Here are a few things I do to improve my Amtrak adventure:
Penn Station is gross for a number of reasons. One of which is that its always 100 degrees for no apparent reason. Add in the dim corridors, 6foot ceilings and sprinting Long Island residents crossing directly in your path in every 2 feet, and you get the feeling that its some sort of sensory endurance test.
Unfortunately, there's nothing to be done about the nightmare that is someone's idea of a floor plan. I can, however, suggest that you strip off all of your clothes the second you enter the station (or at least the top layer). This will save you from a drenching sweat and subsequent gross hair.
Since seemingly no one can regulate temperature on transportation, that top layer you took off will come in handy.
Pro Tip: Feel free to ignore my advice and be as gross and you wanna be. You'll have a better chance of sitting alone.
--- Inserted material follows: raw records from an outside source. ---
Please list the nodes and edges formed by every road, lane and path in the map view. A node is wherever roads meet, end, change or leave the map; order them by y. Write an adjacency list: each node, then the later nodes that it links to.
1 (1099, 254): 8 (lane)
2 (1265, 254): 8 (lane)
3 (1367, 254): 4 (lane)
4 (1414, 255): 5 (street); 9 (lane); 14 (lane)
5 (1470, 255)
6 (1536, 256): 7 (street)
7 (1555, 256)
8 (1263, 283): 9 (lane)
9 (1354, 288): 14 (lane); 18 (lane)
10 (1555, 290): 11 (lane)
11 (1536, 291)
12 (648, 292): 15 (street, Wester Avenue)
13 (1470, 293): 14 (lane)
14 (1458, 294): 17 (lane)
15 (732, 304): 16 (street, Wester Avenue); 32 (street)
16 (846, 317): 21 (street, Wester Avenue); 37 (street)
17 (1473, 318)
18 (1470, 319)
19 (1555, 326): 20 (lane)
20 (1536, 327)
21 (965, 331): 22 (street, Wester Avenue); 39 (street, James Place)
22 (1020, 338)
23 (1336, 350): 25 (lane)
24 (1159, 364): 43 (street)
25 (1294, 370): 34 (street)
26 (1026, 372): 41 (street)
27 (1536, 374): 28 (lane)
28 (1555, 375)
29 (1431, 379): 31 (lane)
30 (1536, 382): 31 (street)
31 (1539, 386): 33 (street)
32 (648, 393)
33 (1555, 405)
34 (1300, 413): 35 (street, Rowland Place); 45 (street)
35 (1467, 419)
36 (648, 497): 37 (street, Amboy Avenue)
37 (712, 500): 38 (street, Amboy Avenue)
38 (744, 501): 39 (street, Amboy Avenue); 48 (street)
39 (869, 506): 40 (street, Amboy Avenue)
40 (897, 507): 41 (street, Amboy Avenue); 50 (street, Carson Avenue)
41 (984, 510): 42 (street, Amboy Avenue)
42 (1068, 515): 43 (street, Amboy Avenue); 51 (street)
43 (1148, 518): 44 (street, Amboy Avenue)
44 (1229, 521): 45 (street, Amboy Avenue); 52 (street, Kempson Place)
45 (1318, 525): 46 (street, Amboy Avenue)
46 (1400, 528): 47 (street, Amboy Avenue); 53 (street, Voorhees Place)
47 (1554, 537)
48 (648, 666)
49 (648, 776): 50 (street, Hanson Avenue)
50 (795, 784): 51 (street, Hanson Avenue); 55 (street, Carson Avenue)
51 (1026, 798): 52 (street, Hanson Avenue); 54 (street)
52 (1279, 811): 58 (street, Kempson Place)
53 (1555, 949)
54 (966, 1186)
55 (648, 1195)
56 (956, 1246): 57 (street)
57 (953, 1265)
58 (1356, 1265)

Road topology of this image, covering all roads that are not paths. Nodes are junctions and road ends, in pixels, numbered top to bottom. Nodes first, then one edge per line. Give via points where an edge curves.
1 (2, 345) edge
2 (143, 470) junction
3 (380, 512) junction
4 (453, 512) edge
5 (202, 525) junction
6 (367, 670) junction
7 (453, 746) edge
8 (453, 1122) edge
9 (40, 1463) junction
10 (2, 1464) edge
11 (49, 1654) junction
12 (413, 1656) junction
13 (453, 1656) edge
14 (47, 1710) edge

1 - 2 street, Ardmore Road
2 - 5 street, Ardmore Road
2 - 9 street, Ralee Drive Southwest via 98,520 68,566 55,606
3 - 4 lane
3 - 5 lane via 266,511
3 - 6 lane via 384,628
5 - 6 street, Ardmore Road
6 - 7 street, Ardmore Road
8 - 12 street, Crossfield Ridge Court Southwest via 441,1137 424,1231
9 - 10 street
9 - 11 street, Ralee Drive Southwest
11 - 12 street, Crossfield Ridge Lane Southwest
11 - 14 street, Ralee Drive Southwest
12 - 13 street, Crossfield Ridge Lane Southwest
BRING KINDLE (OR COMPARABLE DEVICE)
Train rides to Baltimore can vary from three to four hours, and let me tell you, there's no in-flight entertainment so bring your own. Otherwise, you'll be stuck watching a college kid write their midterm paper. Fun fact: I've never not seen this happen on a train during Thanksgiving week.
Pro Tip: Turn your phone into a TV using the tray table hook! Find out how to here.
GRAB A SNACK
Amtrak does have a snack car, but just smelling that food makes me nauseous, so I bring my own.
Pro Tip: Don't bring anything that smells. Everyone will hate you, and I will publicly shame you via this blog.
I don't have any tips on finding a decent seat mate. That's up to the Amtrak gods. Lucky for me, my cousin Gabby will be joining me on my journey back to Charm City, so I'm all set.
I can't wait to see my family, hang out with old friends, and most importantly, eat ALL THE KUGEL!
HAPPY TURKEY DAY!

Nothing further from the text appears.